INSTRUCTIONS FOR THE TASK. Scan the entries for the word "main" and report how many lines contain it, as a number with no other words.

Saved data entries.
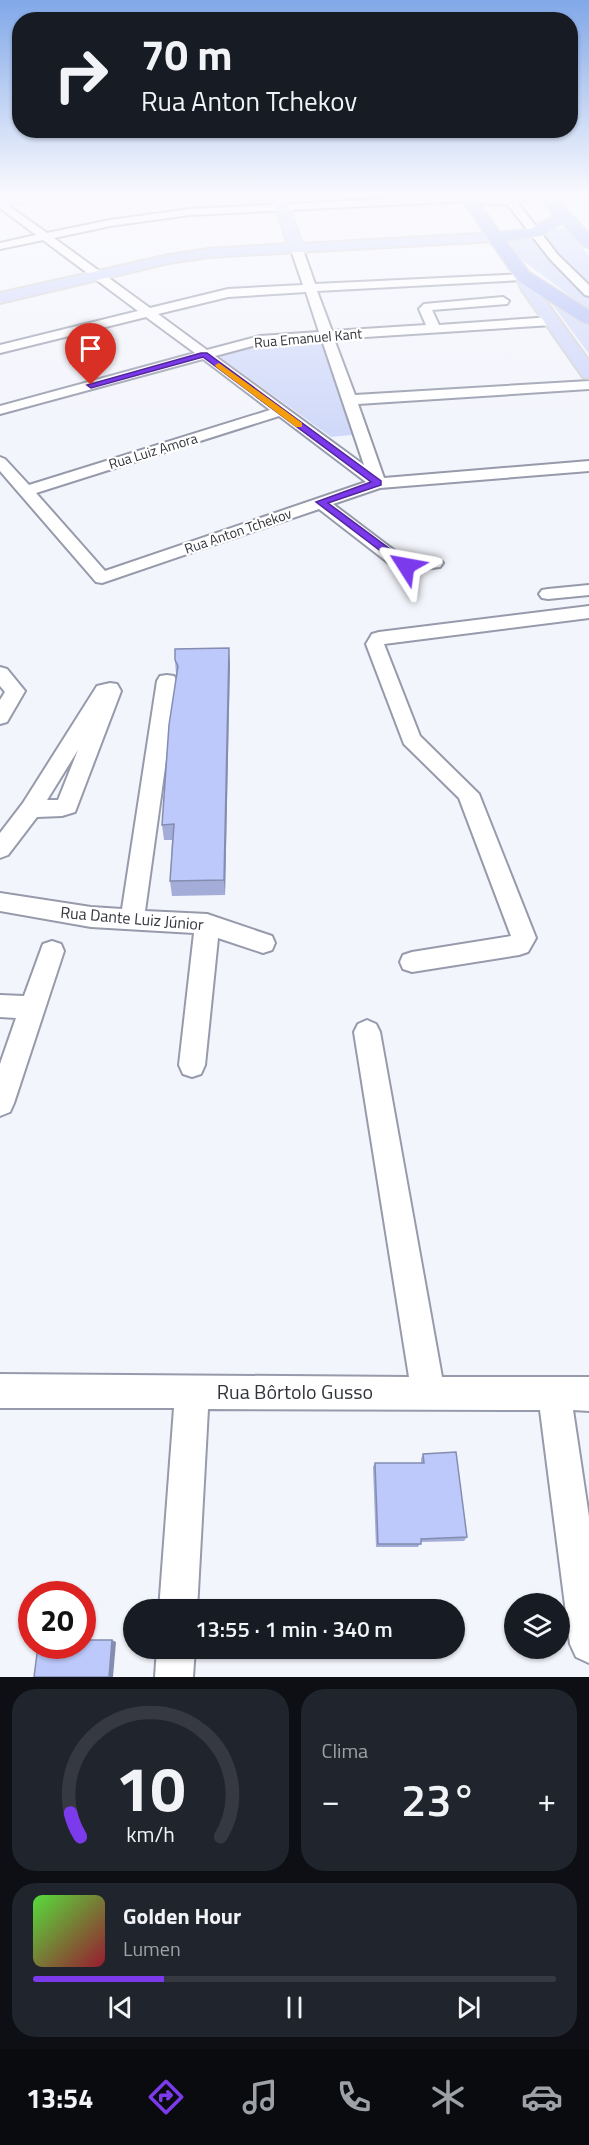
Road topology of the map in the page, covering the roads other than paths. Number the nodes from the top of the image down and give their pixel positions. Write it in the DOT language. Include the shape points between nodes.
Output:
graph roads {
  1 [pos="101,274"];
  2 [pos="306,274"];
  3 [pos="571,274"];
  4 [pos="98,275"];
  5 [pos="523,276"];
  6 [pos="466,279"];
  7 [pos="310,287"];
  8 [pos="489,292"];
  9 [pos="589,292"];
  10 [pos="0,298"];
  11 [pos="503,301"];
  12 [pos="148,312"];
  13 [pos="589,318"];
  14 [pos="552,321"];
  15 [pos="434,328"];
  16 [pos="327,335"];
  17 [pos="0,349"];
  18 [pos="204,354"];
  19 [pos="589,373"];
  20 [pos="589,386"];
  21 [pos="349,400"];
  22 [pos="0,410"];
  23 [pos="281,411"];
  24 [pos="364,442"];
  25 [pos="327,445"];
  26 [pos="0,462"];
  27 [pos="583,466"];
  28 [pos="378,483"];
  29 [pos="589,487"];
  30 [pos="25,490"];
  31 [pos="321,502"];
  32 [pos="434,563"];
  33 [pos="589,590"];
  34 [pos="548,594"];
  35 [pos="589,612"];
  36 [pos="0,674"];
  37 [pos="166,681"];
  38 [pos="0,717"];
  39 [pos="31,809"];
  40 [pos="0,849"];
  41 [pos="0,902"];
  42 [pos="132,920"];
  43 [pos="207,924"];
  44 [pos="263,943"];
  45 [pos="52,951"];
  46 [pos="412,962"];
  47 [pos="0,1006"];
  48 [pos="32,1008"];
  49 [pos="367,1032"];
  50 [pos="192,1065"];
  51 [pos="0,1103"];
  52 [pos="0,1391"];
  53 [pos="192,1392"];
  54 [pos="428,1393"];
  55 [pos="554,1394"];
  56 [pos="589,1394"];
  57 [pos="179,1599"];
  58 [pos="589,1644"];
  59 [pos="175,1659"];
  60 [pos="174,1677"];
  1 -- 4 [label="main road"];
  2 -- 7 [label="street"];
  3 -- 9 [label="street"];
  4 -- 10 [label="main road"];
  4 -- 12 [label="street"];
  5 -- 6 [label="street"];
  5 -- 13 [label="highway"];
  5 -- 14 [label="main road"];
  6 -- 7 [label="street"];
  6 -- 8 [label="street"];
  7 -- 12 [label="street" via="228,293"];
  7 -- 16 [label="street"];
  11 -- 15 [label="street" via="428,307 425,309"];
  12 -- 17 [label="street"];
  12 -- 18 [label="street"];
  14 -- 15 [label="street, Rua Emanuel Kant"];
  14 -- 19 [label="main road"];
  15 -- 16 [label="street, Rua Emanuel Kant"];
  16 -- 18 [label="street, Rua Emanuel Kant" via="260,340"];
  16 -- 21 [label="street"];
  18 -- 22 [label="street, Rua Emanuel Kant"];
  18 -- 23 [label="street"];
  20 -- 21 [label="street"];
  21 -- 24 [label="street"];
  23 -- 25 [label="street"];
  23 -- 30 [label="street, Rua Luiz Amora"];
  24 -- 25 [label="street"];
  24 -- 28 [label="street"];
  25 -- 28 [label="street"];
  26 -- 30 [label="street"];
  27 -- 28 [label="street, Rua Anton Tchekov"];
  27 -- 29 [label="street"];
  28 -- 31 [label="street, Rua Anton Tchekov"];
  30 -- 31 [label="street, Rua Anton Tchekov" via="102,578"];
  31 -- 32 [label="street" via="401,564"];
  33 -- 34 [label="street"];
  35 -- 46 [label="street" via="379,638 375,644 411,739 468,794 524,938 519,945"];
  36 -- 38 [label="street" via="15,691"];
  37 -- 42 [label="street"];
  39 -- 39 [label="street" via="104,690 110,688 67,806"];
  39 -- 40 [label="street"];
  41 -- 42 [label="street, Rua Dante Luiz Júnior"];
  42 -- 43 [label="street, Rua Dante Luiz Júnior"];
  43 -- 44 [label="street, Rua Dante Luiz Júnior"];
  43 -- 50 [label="street"];
  45 -- 48 [label="street"];
  47 -- 48 [label="street"];
  48 -- 51 [label="street"];
  49 -- 54 [label="street"];
  52 -- 53 [label="street, Rua Bôrtolo Gusso"];
  53 -- 54 [label="street, Rua Bôrtolo Gusso"];
  53 -- 57 [label="street"];
  54 -- 55 [label="street, Rua Bôrtolo Gusso"];
  55 -- 56 [label="street, Rua Bôrtolo Gusso"];
  55 -- 58 [label="street"];
  59 -- 60 [label="street"];
}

ANSWER SECTION. 4